Nuria Oliver, a computer scientist based in Alicante, Spain, says that governments should regulate the use of facial recognition and other potentially useful technologies to prevent abuses. “Systems are being brought to the wild without a proper evaluation of their performance, or a process of verification and reproducibility,” says Oliver, who is co-founder and vice-president of a regional network called the European Laboratory for Learning and Intelligent Systems.

Persistent problems

Some proposals for regulation have called for authorities to establish accuracy standards and require that humans review any algorithm’s conclusions. But a standard based on, say, passing NIST benchmarks is much too low a bar on its own to justify deploying the technology, says Deborah Raji, a technology fellow in Ottawa with the Internet foundation Mozilla who specializes in auditing facial-recognition systems.

This year, Raji, Buolamwini, Gebru and others published another paper on the performance of commercial systems, and noted that although some firms had improved at classifying gender across lighter- and darker-skinned faces, they were still worse at guessing a person’s age from faces with darker skin⁷. “The assessment process is incredibly immature. Every time we understand a new dimension to evaluate, we find out that the industry is not performing at the level that it thought it did,” Raji says. It is important, she says, that companies disclose more about how they test and train their facial-recognition systems, and consult with the communities in which the technology will be used.

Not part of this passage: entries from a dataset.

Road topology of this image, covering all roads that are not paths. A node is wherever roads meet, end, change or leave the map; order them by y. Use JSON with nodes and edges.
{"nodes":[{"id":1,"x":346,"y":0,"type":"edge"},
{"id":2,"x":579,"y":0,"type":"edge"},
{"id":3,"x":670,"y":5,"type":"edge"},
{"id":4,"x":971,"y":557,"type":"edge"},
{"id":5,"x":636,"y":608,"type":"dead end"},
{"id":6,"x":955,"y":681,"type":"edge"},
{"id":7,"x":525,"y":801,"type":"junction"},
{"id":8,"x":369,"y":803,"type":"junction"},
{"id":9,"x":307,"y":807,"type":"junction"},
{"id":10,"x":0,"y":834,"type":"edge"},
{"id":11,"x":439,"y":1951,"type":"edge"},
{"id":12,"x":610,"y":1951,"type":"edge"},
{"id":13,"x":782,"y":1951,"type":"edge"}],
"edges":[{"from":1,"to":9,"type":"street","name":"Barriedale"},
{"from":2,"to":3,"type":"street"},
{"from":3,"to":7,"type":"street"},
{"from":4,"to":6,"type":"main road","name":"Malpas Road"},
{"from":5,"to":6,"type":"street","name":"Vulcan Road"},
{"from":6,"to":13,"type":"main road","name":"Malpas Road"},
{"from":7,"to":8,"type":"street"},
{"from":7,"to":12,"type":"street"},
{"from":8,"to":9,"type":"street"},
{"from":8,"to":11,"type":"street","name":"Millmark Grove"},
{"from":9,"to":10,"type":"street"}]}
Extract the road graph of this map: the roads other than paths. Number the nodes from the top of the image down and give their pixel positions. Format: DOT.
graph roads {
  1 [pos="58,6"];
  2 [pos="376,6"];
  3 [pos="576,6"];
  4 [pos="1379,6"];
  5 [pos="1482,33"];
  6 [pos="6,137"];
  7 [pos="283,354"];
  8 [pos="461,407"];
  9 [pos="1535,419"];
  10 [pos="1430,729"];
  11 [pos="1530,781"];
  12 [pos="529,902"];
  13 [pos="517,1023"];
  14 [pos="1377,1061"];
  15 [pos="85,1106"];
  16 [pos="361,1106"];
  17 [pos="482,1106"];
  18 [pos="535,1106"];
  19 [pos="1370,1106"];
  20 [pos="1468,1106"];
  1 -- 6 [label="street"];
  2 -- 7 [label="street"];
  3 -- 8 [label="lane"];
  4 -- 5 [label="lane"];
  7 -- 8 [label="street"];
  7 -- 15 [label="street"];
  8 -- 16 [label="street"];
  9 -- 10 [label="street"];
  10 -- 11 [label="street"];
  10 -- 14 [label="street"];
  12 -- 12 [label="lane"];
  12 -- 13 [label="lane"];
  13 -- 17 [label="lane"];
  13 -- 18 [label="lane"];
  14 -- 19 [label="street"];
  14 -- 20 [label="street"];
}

Technical standards cannot stop facial-recognition systems from being used in discriminatory ways, says Amba Kak, a legal scholar at New York University’s AI Now Institute. “Are these systems going to be another tool to propagate endemic discriminatory practices in policing?” Human operators often end up confirming a system’s biases rather than correcting it, Kak adds. Studies such as the Scotland Yard external review show that humans tend to overestimate the technology’s credibility, even when they see the computer’s false match next to the real face. “Just putting in a clause ‘make sure there is a human in the loop’ is not enough,” she says.

Kak and others support a moratorium on any use of facial recognition, not just because the technology isn’t good enough yet, but also because there needs to be a broader discussion of how to prevent it from being misused. The technology will improve, Murray says, but doubts will remain over the legitimacy of operating a permanent dragnet on innocent people, and over the criteria by which people are put on a watch list.

Concerns about privacy, ethics and human rights will grow. The world’s largest biometric programme, in India, involves using facial recognition to build a giant national ID card system called Aadhaar. Anyone who lives in India can go to an Aadhaar centre and have their picture taken. The system compares the photo with existing records on 1.3 billion people to make sure the applicant hasn’t already registered under a different name. “It’s a mind-boggling system,” says Jain, who has been a consultant for it. “The beauty of it is, it ensures one person has only one ID.” But critics say it turns non-card owners into second-class citizens, and some allege it was used to purge legitimate citizens from voter rolls ahead of elections.

And the most notorious use of biometric technology is the surveillance state set up by the Chinese government in the Xinjiang province, where facial-recognition algorithms are used to help single out and persecute people from religious minorities.

“At this point in history, we need to be a lot more sceptical of claims that you need ever-more-precise forms of public surveillance,” says Kate Crawford, a computer scientist at New York University and co-director of the AI Now Institute. In August 2019, Crawford called for a moratorium on governments’ use of facial-recognition algorithms (K. Crawford Nature 572, 565; 2019).

Meanwhile, having declared its pilot project a success, Scotland Yard announced in January that it would begin to deploy live facial recognition across London.